From 1955 to 1956, Cassidy was a salesman with the Scott Paper Company. He then served as president of his family's insurance business.

==Mayoralty==
In 1969, Cassidy was one of six candidates who sought to replace retiring Lynn mayor Irving E. Kane. He and Pasquale Caggiano received the most votes in the nonpartisan primary and advanced to the general election. Although Cassidy had finished 2,600 votes behind Caggiano in the primary, he won the general election by 222 votes after the Internal Revenue Service alleged Caggiano owed $6,660 in back taxes. It was only the third time in 49 years that the leader in the primary election was not elected mayor. In 1971, Cassidy lost his bid for reelection to Caggiano.

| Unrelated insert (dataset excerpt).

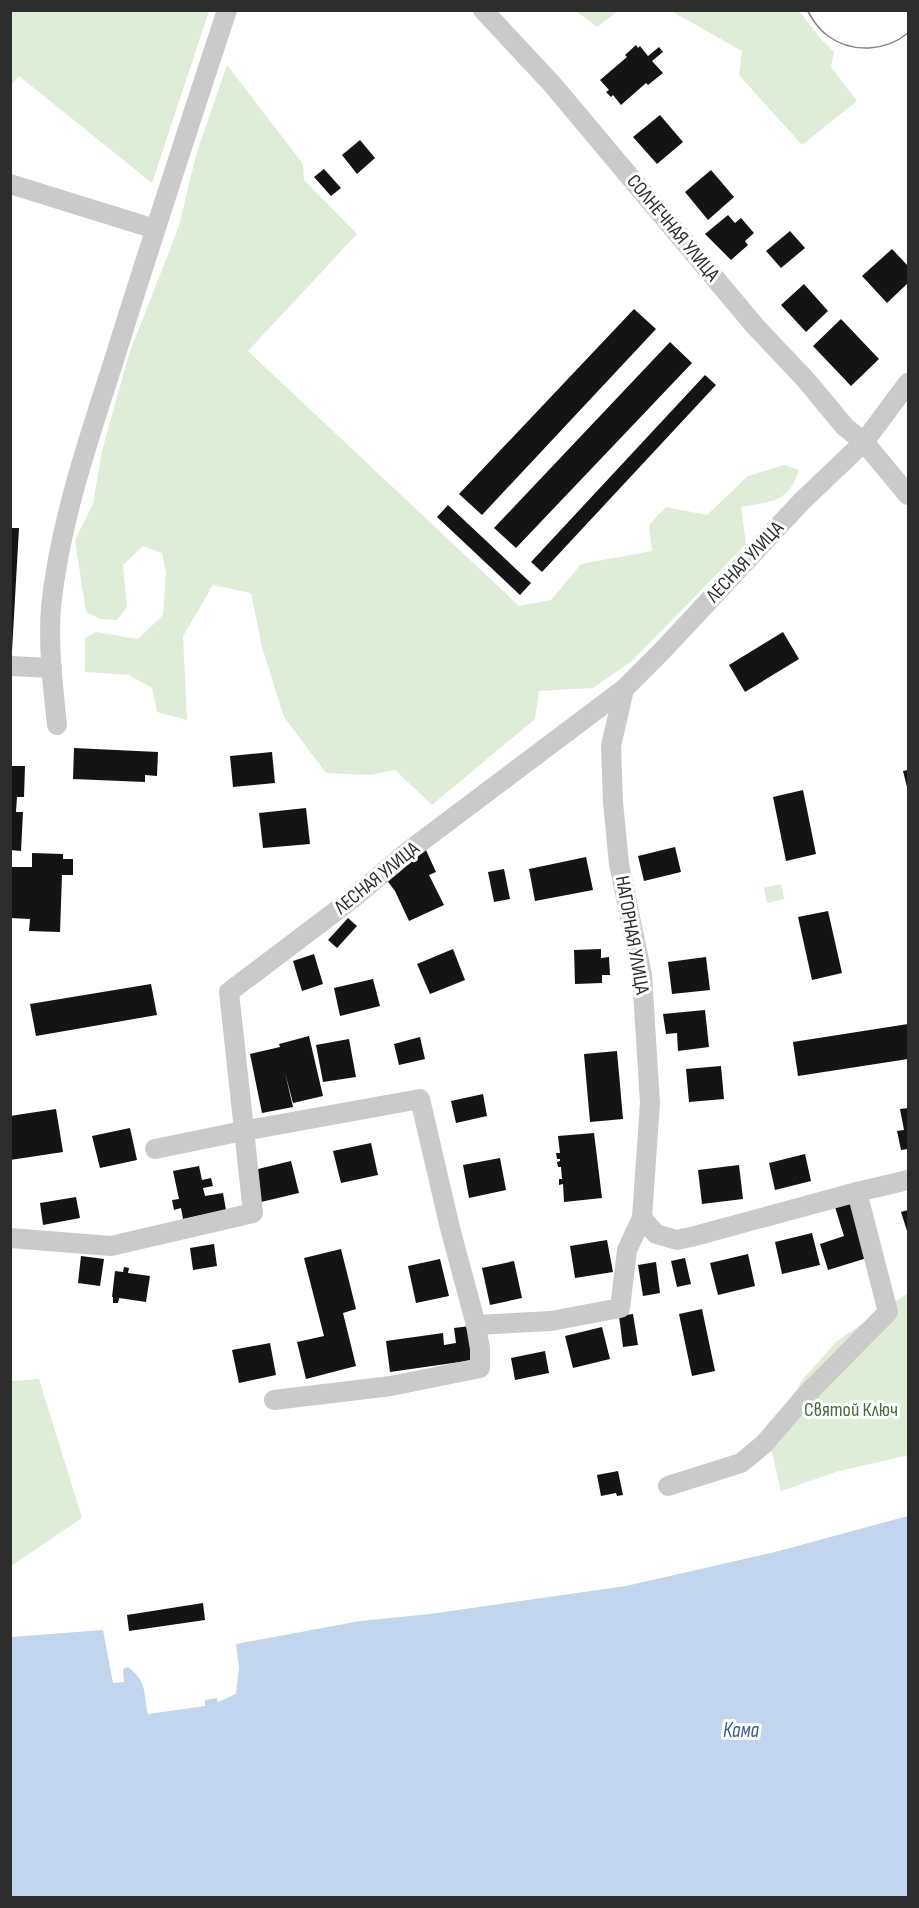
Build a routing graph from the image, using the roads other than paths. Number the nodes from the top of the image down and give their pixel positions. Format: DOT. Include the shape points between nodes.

==National Rifle Association==
In 1976, Cassidy was president of the Gun Owners Action League, an alliance of sportsmen's clubs that opposed a Massachusetts referendum that would ban private ownership of handguns. The ballot question was defeated 79% to 21%. In the 1978 Massachusetts gubernatorial election, Cassidy, who had been a Democrat, backed pro-gun Republican Edward F. King. That same year, Cassidy was campaign manager for the Republican nominee in Massachusetts's 6th congressional district – William Bronson.

In 1978, Cassidy was elected to the National Rifle Association's board of directors. In 1982, he replaced Neal Knox as the NRA's chief lobbyist. In 1986, Cassidy succeeded G. Ray Arnett as the organization's executive vice president and chief operating officer. He sought to change the NRA's image as lobbying organization by increasing its safety, hunter education, and shooting competition programs as well as starting a liability insurance program for hunting clubs. In 1987, members who believed Cassidy was too willing to compromise during negotiations on the Firearm Owners Protection Act, backed his unsuccessful challenger for reelection – Neal Knox. In 1991, Cassidy resigned under pressure from the NRA board of directors due to complaints of mismanagement and sexual misconduct.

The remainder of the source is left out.